When it comes to compiling software manually; the scope of SIMD optimizations in compilers are very limited, they are basically limited to specific patterns. So if you want gains from AVX you'll have to redesign the software and use low-level intrinsics. I know Intel recently submitted "AVX1" optimizations for glibc, so you can get some small gains there, but software in general can't be automatically optimized to use AVX.

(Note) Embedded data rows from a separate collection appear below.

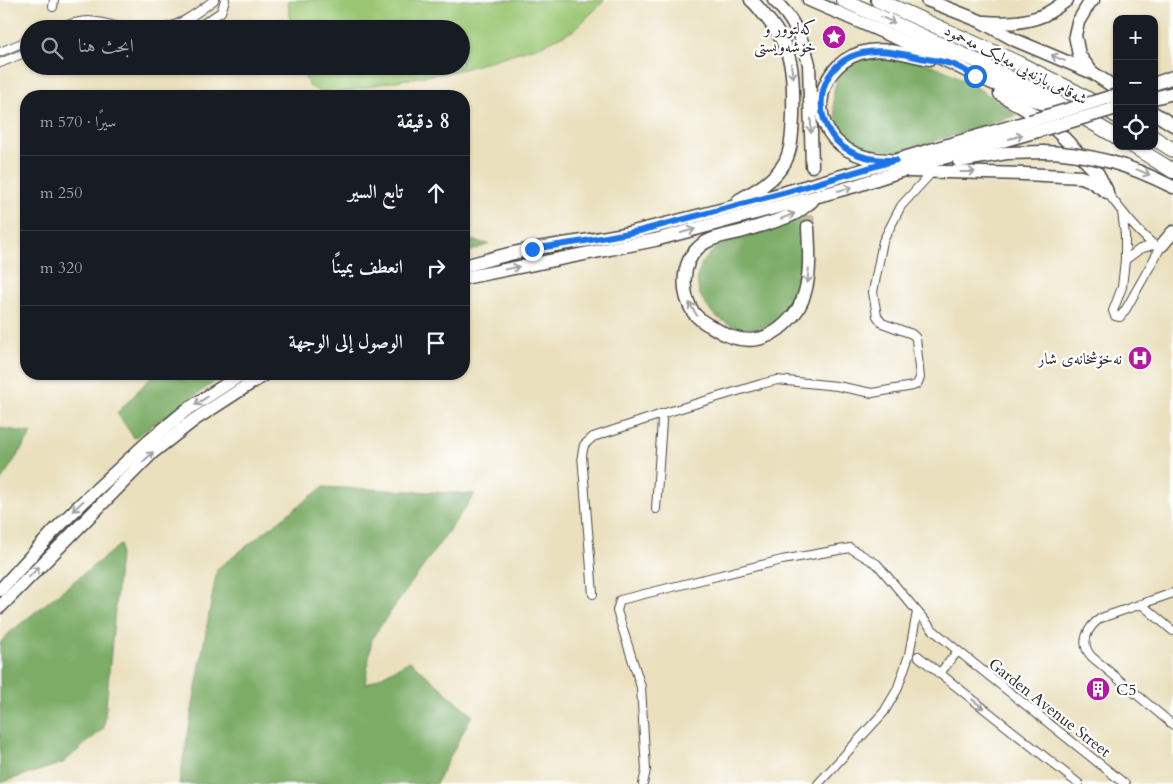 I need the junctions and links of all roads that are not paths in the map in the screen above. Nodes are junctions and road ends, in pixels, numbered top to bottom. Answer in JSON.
{"nodes":[{"id":1,"x":214,"y":0,"type":"edge"},
{"id":2,"x":225,"y":0,"type":"edge"},
{"id":3,"x":751,"y":0,"type":"edge"},
{"id":4,"x":774,"y":0,"type":"edge"},
{"id":5,"x":809,"y":0,"type":"edge"},
{"id":6,"x":843,"y":0,"type":"edge"},
{"id":7,"x":878,"y":0,"type":"edge"},
{"id":8,"x":927,"y":0,"type":"edge"},
{"id":9,"x":1067,"y":0,"type":"edge"},
{"id":10,"x":1093,"y":0,"type":"edge"},
{"id":11,"x":184,"y":20,"type":"edge"},
{"id":12,"x":209,"y":20,"type":"edge"},
{"id":13,"x":980,"y":21,"type":"junction"},
{"id":14,"x":20,"y":44,"type":"edge"},
{"id":15,"x":0,"y":52,"type":"edge"},
{"id":16,"x":20,"y":55,"type":"edge"},
{"id":17,"x":0,"y":63,"type":"edge"},
{"id":18,"x":952,"y":64,"type":"junction"},
{"id":19,"x":1093,"y":73,"type":"junction"},
{"id":20,"x":975,"y":76,"type":"junction"},
{"id":21,"x":1173,"y":77,"type":"edge"},
{"id":22,"x":1158,"y":83,"type":"edge"},
{"id":23,"x":1113,"y":86,"type":"edge"},
{"id":24,"x":1113,"y":96,"type":"edge"},
{"id":25,"x":1113,"y":109,"type":"edge"},
{"id":26,"x":1075,"y":113,"type":"junction"},
{"id":27,"x":1113,"y":114,"type":"edge"},
{"id":28,"x":1158,"y":116,"type":"edge"},
{"id":29,"x":1173,"y":125,"type":"edge"},
{"id":30,"x":1032,"y":126,"type":"junction"},
{"id":31,"x":1113,"y":135,"type":"edge"},
{"id":32,"x":1158,"y":141,"type":"edge"},
{"id":33,"x":1139,"y":150,"type":"edge"},
{"id":34,"x":1173,"y":150,"type":"edge"},
{"id":35,"x":899,"y":165,"type":"junction"},
{"id":36,"x":812,"y":166,"type":"tunnel mouth"},
{"id":37,"x":932,"y":166,"type":"junction"},
{"id":38,"x":1173,"y":171,"type":"edge"},
{"id":39,"x":1173,"y":187,"type":"edge"},
{"id":40,"x":1107,"y":192,"type":"junction"},
{"id":41,"x":822,"y":195,"type":"junction"},
{"id":42,"x":1122,"y":212,"type":"junction"},
{"id":43,"x":710,"y":213,"type":"junction"},
{"id":44,"x":808,"y":227,"type":"tunnel mouth"},
{"id":45,"x":1173,"y":232,"type":"edge"},
{"id":46,"x":653,"y":234,"type":"junction"},
{"id":47,"x":1158,"y":246,"type":"junction"},
{"id":48,"x":1125,"y":260,"type":"junction"},
{"id":49,"x":470,"y":264,"type":"edge"},
{"id":50,"x":470,"y":277,"type":"edge"},
{"id":51,"x":233,"y":380,"type":"edge"},
{"id":52,"x":256,"y":380,"type":"edge"},
{"id":53,"x":661,"y":414,"type":"junction"},
{"id":54,"x":656,"y":509,"type":"dead end"},
{"id":55,"x":0,"y":590,"type":"edge"},
{"id":56,"x":1173,"y":593,"type":"edge"},
{"id":57,"x":593,"y":594,"type":"dead end"},
{"id":58,"x":1141,"y":604,"type":"junction"},
{"id":59,"x":0,"y":607,"type":"edge"},
{"id":60,"x":917,"y":612,"type":"junction"},
{"id":61,"x":1173,"y":631,"type":"edge"},
{"id":62,"x":958,"y":651,"type":"junction"},
{"id":63,"x":918,"y":656,"type":"dead end"},
{"id":64,"x":939,"y":674,"type":"junction"},
{"id":65,"x":1173,"y":725,"type":"edge"},
{"id":66,"x":643,"y":784,"type":"edge"},
{"id":67,"x":818,"y":784,"type":"edge"},
{"id":68,"x":1079,"y":784,"type":"edge"},
{"id":69,"x":1125,"y":784,"type":"edge"}],
"edges":[{"from":1,"to":11,"type":"street"},
{"from":2,"to":12,"type":"street"},
{"from":3,"to":43,"type":"main road","one_way":true},
{"from":4,"to":36,"type":"main road","one_way":true},
{"from":5,"to":18,"type":"main road"},
{"from":6,"to":26,"type":"highway","name":"شەقامی بازنەیی مەلیک مەحمود","one_way":true},
{"from":7,"to":27,"type":"highway","name":"شەقامی بازنەیی مەلیک مەحمود"},
{"from":8,"to":13,"type":"main road"},
{"from":9,"to":13,"type":"main road"},
{"from":10,"to":19,"type":"main road"},
{"from":19,"to":13,"type":"main road","one_way":true},
{"from":14,"to":15,"type":"street"},
{"from":16,"to":17,"type":"street"},
{"from":18,"to":20,"type":"main road"},
{"from":18,"to":35,"type":"main road"},
{"from":19,"to":23,"type":"main road"},
{"from":20,"to":26,"type":"main road"},
{"from":20,"to":40,"type":"main road"},
{"from":21,"to":22,"type":"main road"},
{"from":24,"to":30,"type":"main road","bridge":true},
{"from":25,"to":30,"type":"main road","bridge":true},
{"from":26,"to":31,"type":"highway","name":"شەقامی بازنەیی مەلیک مەحمود"},
{"from":28,"to":29,"type":"main road"},
{"from":30,"to":35,"type":"main road"},
{"from":37,"to":30,"type":"main road","one_way":true},
{"from":32,"to":34,"type":"highway"},
{"from":33,"to":38,"type":"highway"},
{"from":35,"to":37,"type":"main road"},
{"from":41,"to":35,"type":"main road","one_way":true},
{"from":35,"to":43,"type":"main road"},
{"from":37,"to":39,"type":"main road","one_way":true,"bridge":true},
{"from":37,"to":40,"type":"main road","one_way":true},
{"from":37,"to":53,"type":"street"},
{"from":40,"to":42,"type":"street"},
{"from":44,"to":41,"type":"main road","one_way":true},
{"from":46,"to":41,"type":"main road","one_way":true},
{"from":42,"to":47,"type":"street"},
{"from":42,"to":48,"type":"street"},
{"from":43,"to":46,"type":"main road"},
{"from":45,"to":47,"type":"main road"},
{"from":46,"to":49,"type":"main road"},
{"from":50,"to":46,"type":"main road","one_way":true},
{"from":47,"to":48,"type":"street"},
{"from":47,"to":48,"type":"street"},
{"from":51,"to":55,"type":"main road","one_way":true},
{"from":59,"to":52,"type":"main road","one_way":true},
{"from":53,"to":54,"type":"street"},
{"from":53,"to":57,"type":"street"},
{"from":56,"to":58,"type":"street"},
{"from":58,"to":61,"type":"street"},
{"from":58,"to":65,"type":"street"},
{"from":60,"to":62,"type":"street","name":"Garden Avenue Street"},
{"from":60,"to":66,"type":"street","name":"Garden Avenue Street"},
{"from":60,"to":67,"type":"street"},
{"from":62,"to":64,"type":"street"},
{"from":62,"to":69,"type":"street","name":"Garden Avenue Street"},
{"from":63,"to":64,"type":"street"},
{"from":64,"to":68,"type":"street","one_way":true}]}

When it comes to extra cores, see below.
...and the benefit is very application specific. It would really only apply to software doing a lot of floating point math and even more than than, math that doesn't have a dependency on earlier calculations, so instruction-level parallelism and its constraints would apply to the kind of benefit AVX would have. Basically, the only workload that would benefit from this is high volume floating point math designed to stream values through something that does several independent floating point ops in a row. As I said earlier, the people who care about this are likely doing machine learning or statistical analysis if they're not already using a GPU.
AVX is cute because...
It's funny that you compare AVX with GPUs just because both use some kind of SIMD. The magnitude of latency completely different for the options. Converting data between normal CPU registers and vector registers have a cost, but synchronizing threads is still 10.000-100.000× more costly. And communicating between CPU threads and the GPU is easily 10-100× more costly than that.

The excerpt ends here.